[Stored items]
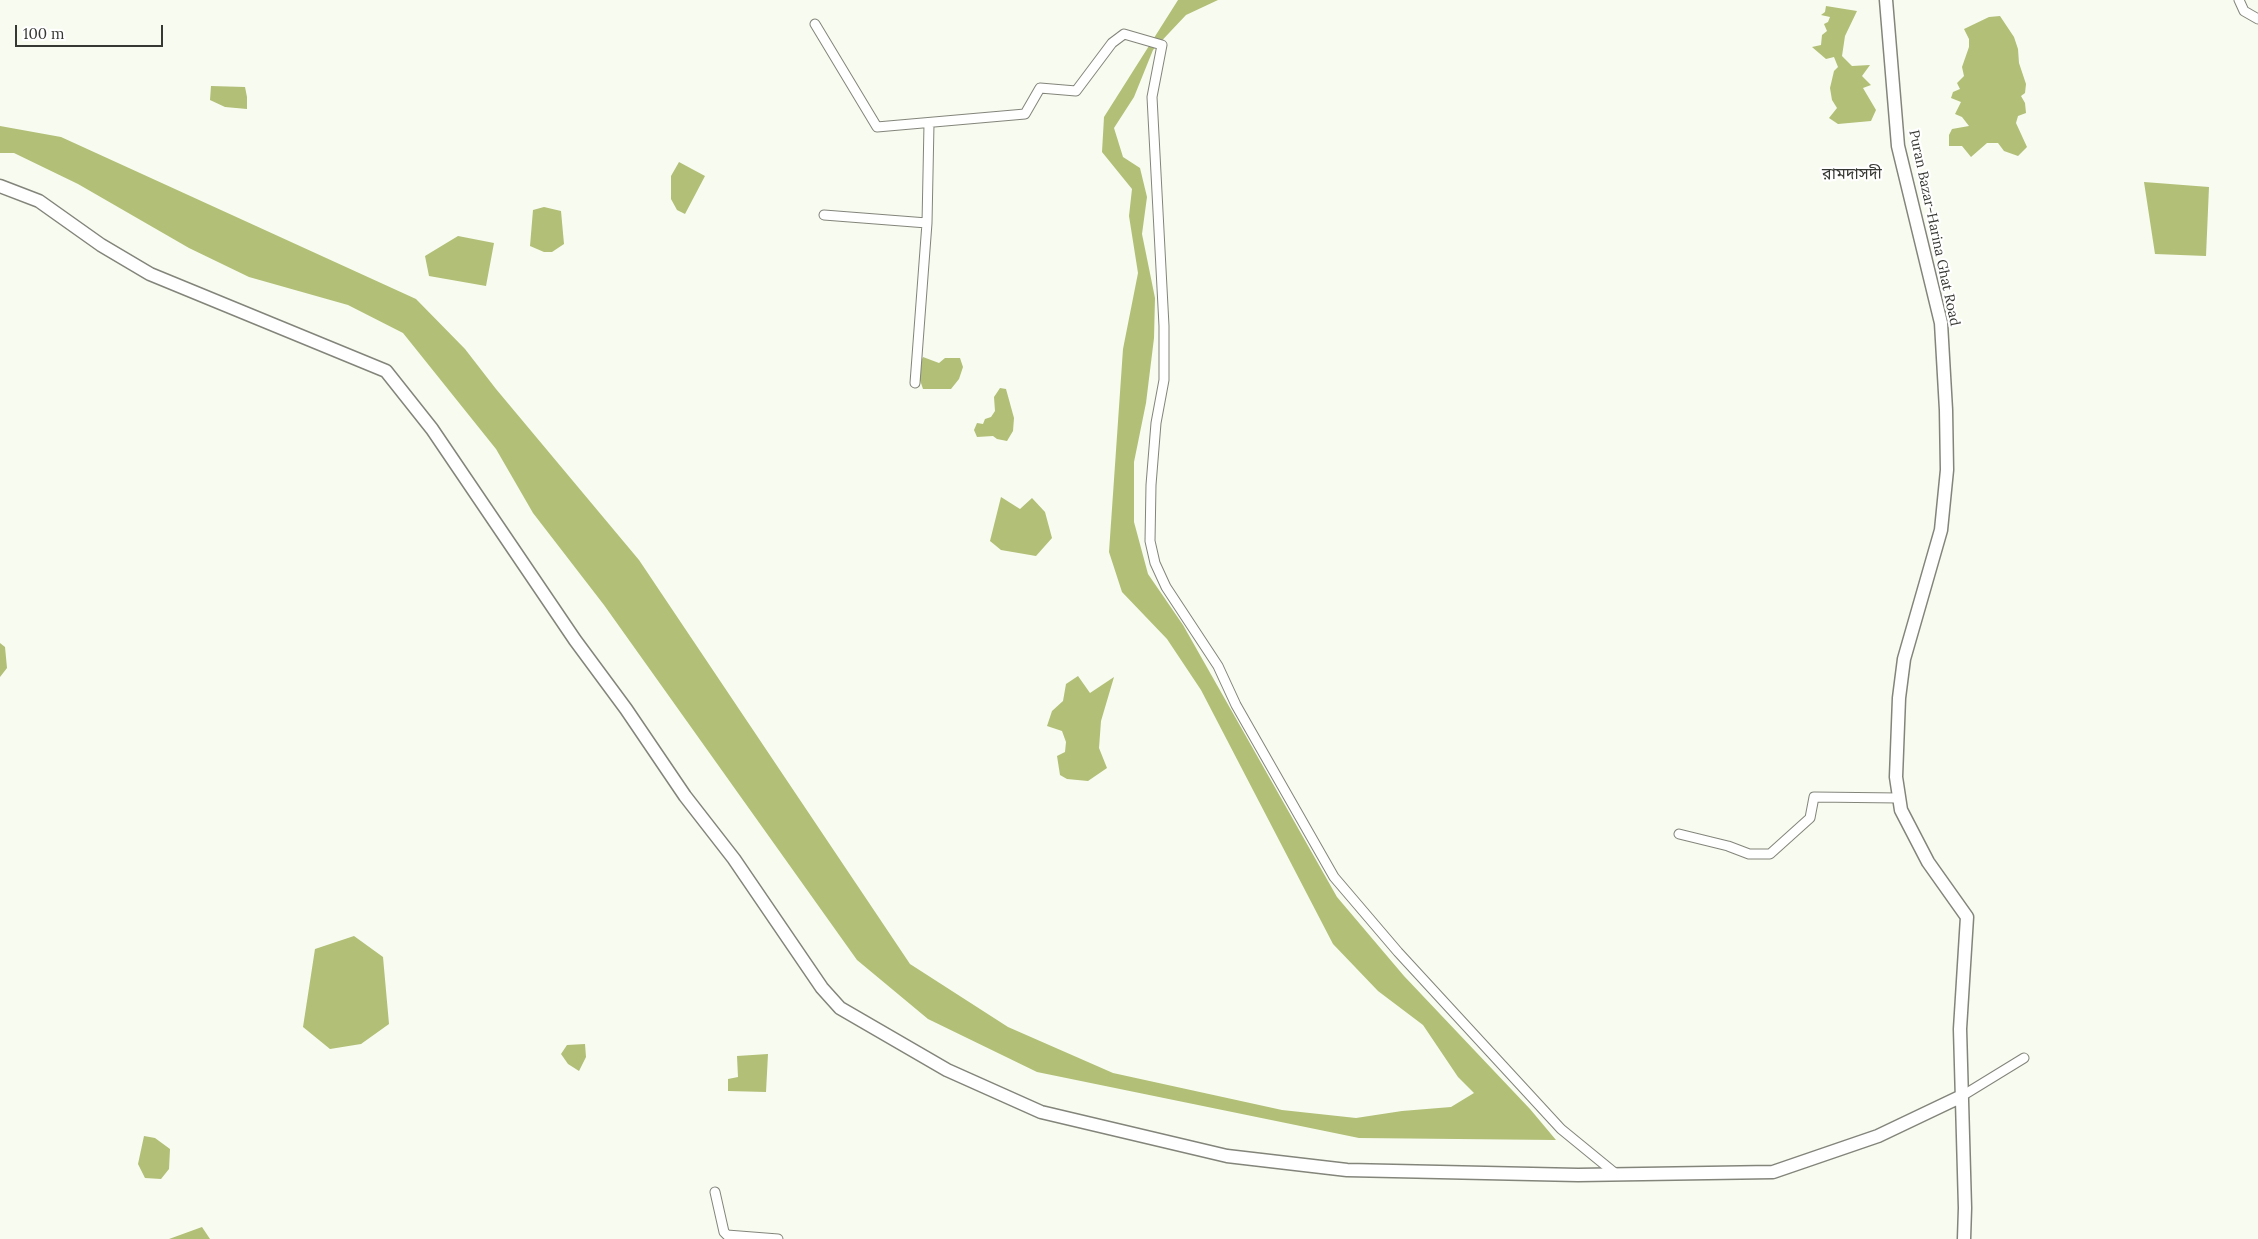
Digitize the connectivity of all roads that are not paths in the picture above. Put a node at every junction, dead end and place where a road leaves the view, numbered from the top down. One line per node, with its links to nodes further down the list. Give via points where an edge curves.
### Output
1 (1886, 0): 10 (main road, Puran Bazar-Harina Ghat Road, via 1898,146 1941,323 1947,420 1947,470 1941,530 1904,659 1899,698 1896,777)
2 (2239, 0): 3 (street, via 2244,11)
3 (2258, 19)
4 (815, 24): 5 (street, via 877,127)
5 (929, 124): 8 (street); 14 (street, via 1026,114 1040,88 1076,91 1112,44 1124,34 1162,45 1152,97 1164,326 1164,380 1156,423 1151,485 1150,541 1155,563 1166,587 1218,666 1236,705 1334,877 1404,959 1555,1123)
6 (0, 186): 14 (main road, via 39,201 101,245 150,274 386,371 432,429 575,640 685,796 734,859 822,988 840,1008 946,1070 1041,1112 1227,1156 1347,1170)
7 (824, 215): 8 (street)
8 (927, 223): 9 (street)
9 (915, 383)
10 (1899, 798): 11 (street, via 1814,797 1810,818 1770,854 1749,854); 13 (main road, Puran Bazar-Harina Ghat Road, via 1901,810 1928,862 1968,917 1960,1029)
11 (1679, 834)
12 (2024, 1058): 13 (street)
13 (1962, 1096): 14 (main road, via 1878,1136 1774,1172); 17 (main road, Puran Bazar-Harina Ghat Road)
14 (1616, 1174)
15 (715, 1192): 16 (street, via 727,1235)
16 (778, 1239)
17 (1964, 1239)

ACTION ITEM
Set down all of the data word for word; no pictures belong in it.

ANSWER TO THIS EXERCISE
Digitize the connectivity of all roads that are not paths in the picture above. Put a node at every junction, dead end and place where a road leaves the view, numbered from the top down. One line per node, with its links to nodes further down the list. Give via points where an edge curves.
### Output
1 (1886, 0): 10 (main road, Puran Bazar-Harina Ghat Road, via 1898,146 1941,323 1947,420 1947,470 1941,530 1904,659 1899,698 1896,777)
2 (2239, 0): 3 (street, via 2244,11)
3 (2258, 19)
4 (815, 24): 5 (street, via 877,127)
5 (929, 124): 8 (street); 14 (street, via 1026,114 1040,88 1076,91 1112,44 1124,34 1162,45 1152,97 1164,326 1164,380 1156,423 1151,485 1150,541 1155,563 1166,587 1218,666 1236,705 1334,877 1404,959 1555,1123)
6 (0, 186): 14 (main road, via 39,201 101,245 150,274 386,371 432,429 575,640 685,796 734,859 822,988 840,1008 946,1070 1041,1112 1227,1156 1347,1170)
7 (824, 215): 8 (street)
8 (927, 223): 9 (street)
9 (915, 383)
10 (1899, 798): 11 (street, via 1814,797 1810,818 1770,854 1749,854); 13 (main road, Puran Bazar-Harina Ghat Road, via 1901,810 1928,862 1968,917 1960,1029)
11 (1679, 834)
12 (2024, 1058): 13 (street)
13 (1962, 1096): 14 (main road, via 1878,1136 1774,1172); 17 (main road, Puran Bazar-Harina Ghat Road)
14 (1616, 1174)
15 (715, 1192): 16 (street, via 727,1235)
16 (778, 1239)
17 (1964, 1239)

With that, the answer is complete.